Crítica Convidada: Antes da Meia-Noite

Da Rotina Sai A Matéria-Prima de 
Antes da Meia-Noite

Por Pedro Tavares
(http://www.cinemaorama.com)

Nada mais sincero que justificar uma sequência cinematográfica por ela mesma. Nos primeiros minutos de Antes da Meia-Noite, o diretor Richard Linklater dá o tom ao filme que encerra a trilogia do “Antes” através de uma conversa descontraída. Nela, o encontro de culturas e a necessidade de contar boas histórias parecem necessários até os confins da terra. Ao mesmo tempo, esmiúça de forma bem humorada a famigerada frase “... e viveram felizes para sempre” dos romances. Econômico em planos para desvendar a dimensão do tempo em seus personagens e sem mudar a metodologia de Antes do Amanhecer e Antes do pôr-do-sol, o terceiro capítulo se dá em longas sequências, as tradicionais caminhadas do casal protagonista e diálogos desconcertantes.

E Linklater nos posiciona diante de um furacão. Em férias na Grécia, o casal formado por Jesse (Ethan Hawke) e Celine (Julie Delpy) põe em cheque a maturidade e a responsabilidade de criar filhos e ter contas a pagar. O norte comum de qualquer relacionamento se dá justamente na forma híbrida que Linklater conduz seu filme. Não há tangentes para bem ou para o mal ou para a crise e para a felicidade. Sobreviver é uma arte para qualquer relação afetiva. Em Antes da Meia-Noite a dimensão do tempo é desenhada em sua máxima com ajuda de Hawke e Delpy, também como roteiristas. E deles é a melhor acepção da assombração criada pelo futuro, pela velhice e pelo fim. Jesse e Celine se esquivam nas lembranças dos sonhos aos 23 e do encontro aos 32, pois, ao mergulhar no “hoje”, aos 41, dentro de uma suíte de hotel, encontramos a melhor sequência do filme. Sincera e corajosa para, às avessas, ser o clímax, ou resultado de anos de convivência.

Da rotina - ou do tempo que separa o segundo e o terceiro filme - sai a matéria-prima de Antes da Meia-Noite.
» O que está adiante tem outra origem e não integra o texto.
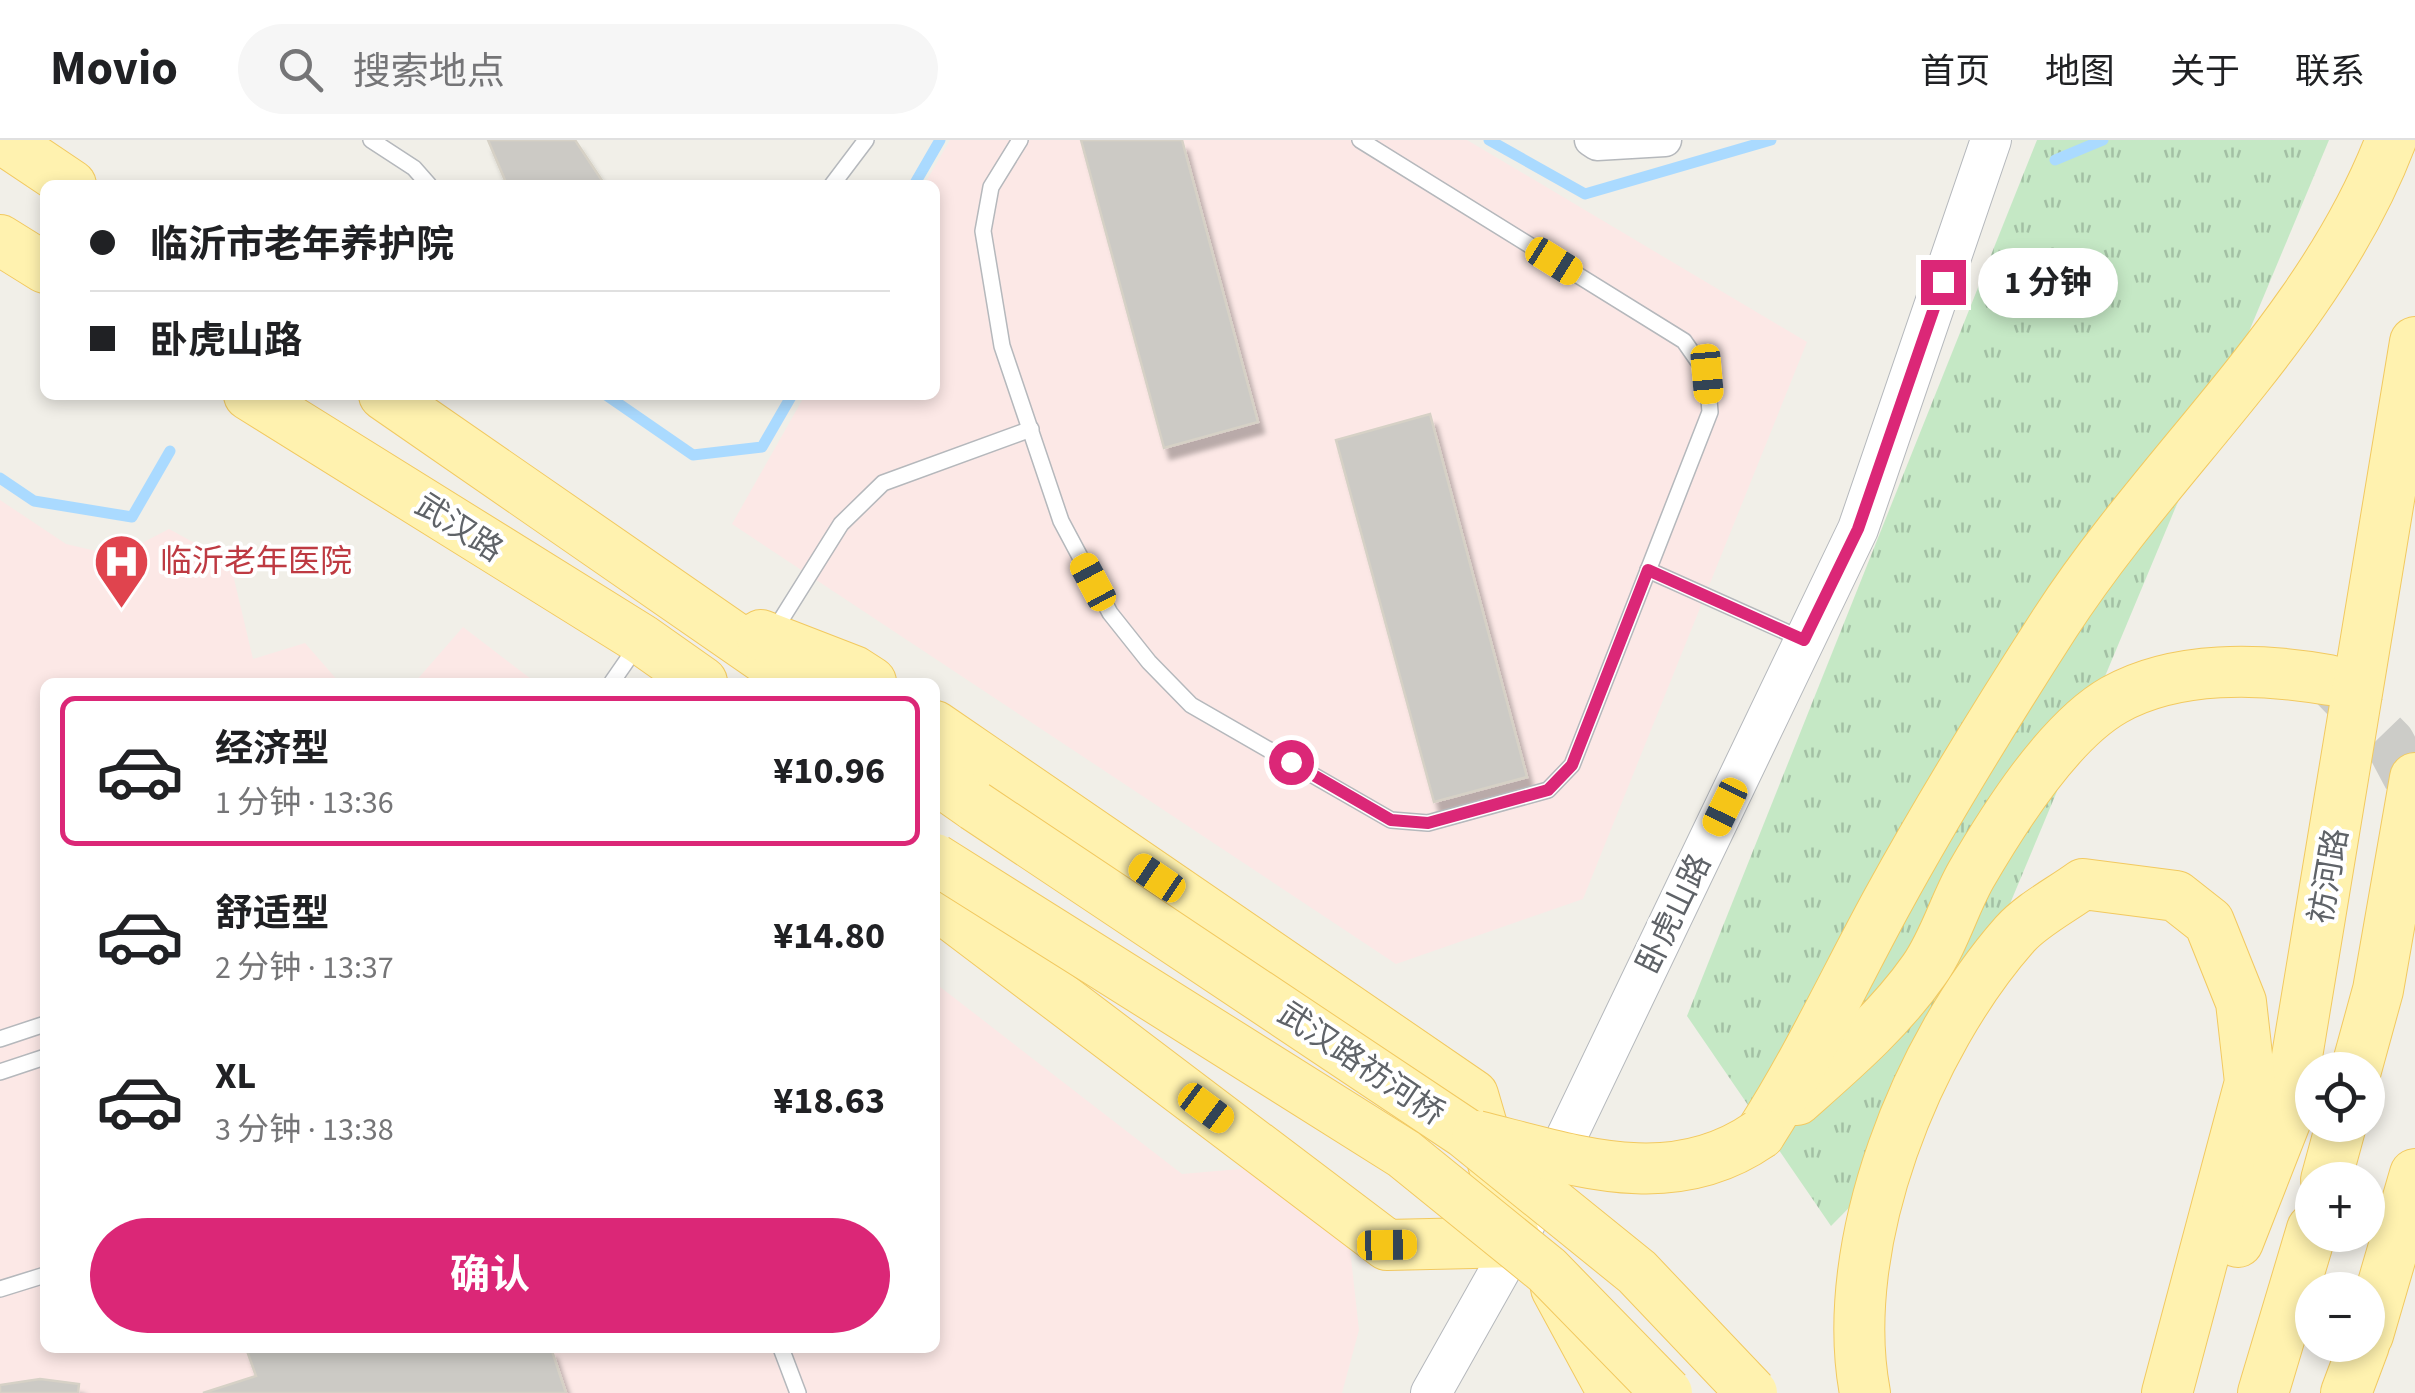 <!DOCTYPE html>
<html lang="zh">
<meta charset="utf-8">
<style>
body{margin:0;font-family:"Source Sans 3","Noto Sans SC",sans-serif;background:#f6f6f6;color:#202124;height:100vh;display:flex;flex-direction:column;font-size:38px;white-space:nowrap}
*{box-sizing:border-box;margin:0}
p{font-size:32px;color:#757577}
.icon{flex:none;width:55px;height:55px;fill:none;stroke:currentColor;stroke-width:2;stroke-linecap:round;stroke-linejoin:round}
.map{position:relative;flex:1;overflow:hidden}
.sheet{position:absolute;left:40px;top:538px;width:900px;height:675px;display:flex;flex-direction:column;background:#fff;border-radius:15px;box-shadow:0 5px 15px #0003}
.sheet>*{flex:none}
.banner{position:absolute;left:40px;top:40px;width:900px;height:220px;border-radius:15px;box-shadow:0 5px 15px #0003;display:grid;align-content:center;height:220px;padding:0 50px;background:#fff}
.tools{position:absolute;left:2295px;top:912px;display:grid;gap:20px}
.tools a{display:grid;place-items:center;width:90px;height:90px;border-radius:50%;background:#fff;box-shadow:0 5px 15px #0003;font-size:50px}
.end{position:absolute;width:45px;height:45px;margin:-22px;border:12px solid #db2777;background:#fff;box-shadow:0 0 0 5px #fff}
.from{border-radius:50%}
.bubble{position:absolute;height:70px;border-radius:35px;background:#fff;box-shadow:0 5px 15px #0003;font-size:32px;font-weight:700;line-height:70px;text-align:center}
.car{position:absolute;width:30px;height:60px;margin:-30px -15px;border-radius:12px;box-shadow:0 0 8px 2px #0007;background:linear-gradient(#f5c518 24%,#345 0 40%,#f5c518 0 76%,#345 0 86%,#f5c518 0)}
.banner b{display:flex;align-items:center;gap:35px;height:95px;font-size:38px}
.banner b+b{border-top:2px solid #e0e0e0}
.banner i{width:25px;height:25px;background:#202124}
ul{padding:18px 0 0;list-style:none}
li{display:flex;align-items:center;gap:30px;height:150px;margin:0 20px 15px;padding:0 30px;border:5px solid transparent;border-radius:15px}
li div{flex:1}
li b{display:block;font-size:38px}
li em{font-style:normal;font-weight:700}
li.on{border-color:#db2777}
li>.icon{width:90px;height:90px;stroke-width:1.5}
.cta{display:flex;gap:20px;margin-top:auto;padding:20px 50px}
.cta a{flex:1;height:115px;border-radius:60px;background:#db2777;color:#fff;font-size:40px;font-weight:700;line-height:115px;text-align:center}
header{display:flex;align-items:center;gap:60px;box-sizing:border-box;height:140px;padding:0 50px;background:#fff;border-bottom:2px solid #e0e0e0}
header strong{font-size:48px}
nav{display:flex;gap:55px;margin-inline-start:auto;font-size:35px}
.search{width:700px;height:90px;background:#f6f6f6;display:flex;align-items:center;gap:25px;box-sizing:border-box;padding:0 35px;border-radius:55px;color:#757577;font-size:38px}
.map>svg:first-child{display:block}
.medical{fill:#fce8e6}
.park{fill:url(#park-tufts)}
.lines{fill:none;stroke-linecap:round;stroke-linejoin:round}
.stream{stroke:#aadaff;stroke-width:11}
.building{fill:#cccac5;stroke:#d6d1c6;stroke-width:2.5;filter:url(#shadow)}
.primary-tunnel{stroke:#ccccc8;stroke-width:50;stroke-dasharray:50 25;stroke-linecap:butt}
.service-casing{stroke:#b5b8bc;stroke-width:18}
.minor-casing{stroke:#b5b8bc;stroke-width:35}
.tertiary-casing{stroke:#b5b8bc;stroke-width:42}
.primary-casing{stroke:#f2c960;stroke-width:52}
.service{stroke:#fff;stroke-width:15}
.minor{stroke:#fff;stroke-width:32}
.tertiary{stroke:#fff;stroke-width:40}
.primary{stroke:#fff2af;stroke-width:50}
.primary-bridge-casing{stroke:#f2c960;stroke-width:52;stroke-linecap:butt}
.primary-bridge{stroke:#fff2af;stroke-width:50}
.route{stroke:#db2777;stroke-width:12}
.labels{text-anchor:middle;dominant-baseline:central;stroke-width:8;stroke-linejoin:round;paint-order:stroke}
.street-label{font-size:32px;fill:#5f6368;stroke:#fff}
.health-label{font-size:32px;fill:#be3a42;stroke:#fff;text-anchor:start}
</style>
<header>
<strong>Movio</strong>
<div class="search"><svg class="icon" aria-label="search" viewBox="0 0 24 24"><circle cx="10" cy="10" r="6"/><path d="M15 15l6 6"/></svg>搜索地点</div>
<nav><a>首页</a><a>地图</a><a>关于</a><a>联系</a></nav>
</header>
<div class="map">
<svg width="2415" height="1253" viewBox="0 0 2415 1253">
<defs>
<pattern id="park-tufts" width="24" height="20" patternUnits="userSpaceOnUse" patternTransform="scale(2.5)"><rect width="24" height="20" fill="#c5e8c5"/><path d="M3 7l-1-3M5 7V3M7 7l1-3M15 17l-1-3M17 17v-4M19 17l1-3" fill="none" stroke="#a3c0a4"/></pattern>
<filter id="shadow"><feDropShadow dx="6" dy="11" stdDeviation="2.5" flood-color="#0004"/></filter>
</defs>
<rect width="100%" height="100%" fill="#f1efe8"/>
<g class="medical">
<polygon points="950,0 1467,0 1807,202 1583,759 1396,824 732,384 805,255 935,255 935,45 924,45"/>
<polygon points="0,360 66,404 117,416 169,389 230,422 253,519 305,503 339,542 45,542 45,1208 935,1208 935,843 1182,1034 1263,1027 1349,1100 1359,1190 1342,1253 0,1253"/>
<polygon points="463,487 535,542 415,542"/>
</g>
<polygon class="park" points="2037,0 2329,0 1908,1008 1831,1086 1687,876"/>
<g class="lines">
<g class="stream">
<polyline points="1489,0 1585,54 1771,0"/>
<polyline points="2055,20 2103,0"/>
<polyline points="914,45 940,0"/>
<polyline points="606,255 693,315 762,307 792,255"/>
<polyline points="0,338 34,361 132,377 170,311"/>
</g>
</g>
<g class="building">
<polygon points="488,0 575,0 605,45 507,45"/>
<polygon points="1081,0 1182,0 1258,282 1164,308"/>
<polygon points="1430,274 1527,637 1434,662 1336,300"/>
<polygon points="246,1208 551,1208 566,1253 203,1253 256,1236"/>
<polygon points="40,1239 79,1244 78,1253 0,1253 0,1245"/>
</g>
<g class="lines">
<polyline class="primary-tunnel" points="2330,541 2390,603 2415,650"/>
<defs>
<g id="service">
<polyline points="371,0 414,28 429,45"/>
<polyline points="1020,0 991,47 983,91 1002,206 1061,381 1110,473 1149,522 1191,565 1391,680 1428,683 1548,650 1572,625 1710,272 1707,234 1684,201 1360,0"/>
<polyline points="832,45 866,0"/>
<polyline points="1648,430 1804,500"/>
<polyline points="774,491 841,384 883,343 1031,289"/>
<polyline points="612,542 639,503"/>
<polyline points="0,899 45,884"/>
<polyline points="0,932 45,917"/>
<polyline points="0,1149 45,1135"/>
<polyline points="781,1208 798,1253"/>
</g>
<polyline id="minor" points="1591,0 1597,4 1665,0"/>
<polyline id="tertiary" points="1431,1253 1516,1102 1858,389 1991,0"/>
<g id="primary">
<polyline points="4,0 71,45"/>
<polyline points="0,100 45,128"/>
<polyline points="249,255 641,499 702,542"/>
<polyline points="384,255 799,542"/>
<polyline points="761,495 854,531 871,542"/>
<polyline points="935,586 1473,955 1516,1102 1387,1105 935,763"/>
<polyline points="935,638 975,666"/>
<polyline points="2356,930 2378,850 2415,638"/>
<path d="M 1797,960 C 1842,920 1889,880 1924,830 C 1944,802 1954,765 1971,735 C 2003,680 2058,592 2114,560 C 2176,525 2261,528 2329,540"/>
<path d="M 1760,994 C 1808,919 1845,839 1887,762 C 1939,667 1997,573 2055,483 C 2162,318 2320,186 2391,0"/>
<polyline points="2326,1040 2341,985"/>
<polyline points="2238,1102 2287,977 2415,202"/>
<polyline points="1556,1148 1613,1253"/>
<polyline points="2368,1195 2415,1034"/>
<path d="M 1865,1253 C 1837,1104 1917,905 2015,794 C 2032,775 2061,760 2083,744 L 2176,756 L 2209,782 L 2241,862 L 2250,942 L 2167,1253"/>
<polyline points="2263,1253 2312,1089"/>
<polyline points="2346,1253 2364,1205"/>
</g>
</defs>
<use href="#service" class="service-casing"/>
<use href="#minor" class="minor-casing"/>
<use href="#tertiary" class="tertiary-casing"/>
<use href="#primary" class="primary-casing"/>
<use href="#service" class="service"/>
<use href="#minor" class="minor"/>
<use href="#tertiary" class="tertiary"/>
<use href="#primary" class="primary"/>
<defs>
<g id="primary-bridge">
<polyline points="975,666 1465,993 1637,1132 1752,1253"/>
<polyline points="935,719 1404,1014 1547,1130 1667,1253"/>
<path d="M 1477,996 C 1574,1020 1671,1056 1760,994"/>
</g>
</defs>
<use href="#primary-bridge" class="primary-bridge-casing"/>
<use href="#primary-bridge" class="primary-bridge"/>
</g>
<g class="lines">
<polyline class="route" points="1291,622 1391,680 1428,683 1548,650 1572,625 1648,430 1804,500 1858,389 1943,142"/>
</g>
<defs>
<symbol id="hospital-pin" viewBox="-11 -11 22 30"><path d="M0 17L-7.5 6A9.5 9.5 0 1 1 7.5 6Z" fill="#e0444e" stroke="#fff"/><path d="M-5-5h3v3.5h4V-5h3V5h-3V1.5h-4V5h-3Z" fill="#fff"/></symbol>
</defs>
<g fill-rule="evenodd">
<use href="#hospital-pin" x="90" y="390" width="63" height="86"/>
</g>
<g class="labels">
<g class="street-label">
<text transform="translate(459 388) rotate(33)">武汉路</text>
<text transform="translate(2329 736) rotate(-80)">祊河路</text>
<text transform="translate(1674 774) rotate(-64)">卧虎山路</text>
<text transform="translate(1361 924) rotate(34)">武汉路祊河桥</text>
</g>
<g class="health-label">
<text x="160" y="422">临沂老年医院</text>
</g>
</g>
</svg>
<div class="tools">
<a><svg class="icon" aria-label="locate" viewBox="0 0 24 24"><circle cx="12" cy="12" r="6"/><path d="M12 2v4M12 18v4M2 12h4M18 12h4"/></svg></a>
<a>+</a>
<a>−</a>
</div>
<i class="end from" style="left:1291px;top:622px"></i>
<i class="end" style="left:1943px;top:142px"></i>
<div class="bubble" style="left:1978px;top:108px;width:140px">1 分钟</div>
<i class="car" style="left:1554px;top:121px;rotate:122deg"></i>
<i class="car" style="left:1707px;top:234px;rotate:175deg"></i>
<i class="car" style="left:1093px;top:442px;rotate:332deg"></i>
<i class="car" style="left:1725px;top:667px;rotate:206deg"></i>
<i class="car" style="left:1157px;top:738px;rotate:304deg"></i>
<i class="car" style="left:1206px;top:968px;rotate:127deg"></i>
<i class="car" style="left:1387px;top:1105px;rotate:89deg"></i>
<div class="banner">
<b><i class="from"></i>临沂市老年养护院</b>
<b><i></i>卧虎山路</b>
</div>
<section class="sheet">
<ul>
<li class="on"><svg class="icon" aria-label="car" viewBox="0 0 24 24"><path d="M5 17H2v-5l4-1 3-4h7l3 4 3 1v5h-3M9 17h6M6 11h13"/><circle cx="7" cy="17" r="2"/><circle cx="17" cy="17" r="2"/></svg><div><b>经济型</b><p>1 分钟 · 13:36</p></div><em>¥10.96</em></li>
<li><svg class="icon" aria-label="car" viewBox="0 0 24 24"><path d="M5 17H2v-5l4-1 3-4h7l3 4 3 1v5h-3M9 17h6M6 11h13"/><circle cx="7" cy="17" r="2"/><circle cx="17" cy="17" r="2"/></svg><div><b>舒适型</b><p>2 分钟 · 13:37</p></div><em>¥14.80</em></li>
<li><svg class="icon" aria-label="car" viewBox="0 0 24 24"><path d="M5 17H2v-5l4-1 3-4h7l3 4 3 1v5h-3M9 17h6M6 11h13"/><circle cx="7" cy="17" r="2"/><circle cx="17" cy="17" r="2"/></svg><div><b>XL</b><p>3 分钟 · 13:38</p></div><em>¥18.63</em></li>
</ul>
<div class="cta"><a>确认</a></div>
</section>
</div>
O tempo pode destruir relações ou forçar o comodismo, mas o grande trunfo está presente por toda duração do filme – em nenhum momento estamos diante de um conto sobre amargura e desilusão. Pelo contrário, vemos constatações comuns que fogem o tema principalmente quando o se trata de cinema e mercado. Outra jogada astuta de Linklater ao dominar a crueza do assunto e a demanda de seguir uma forma consagrada.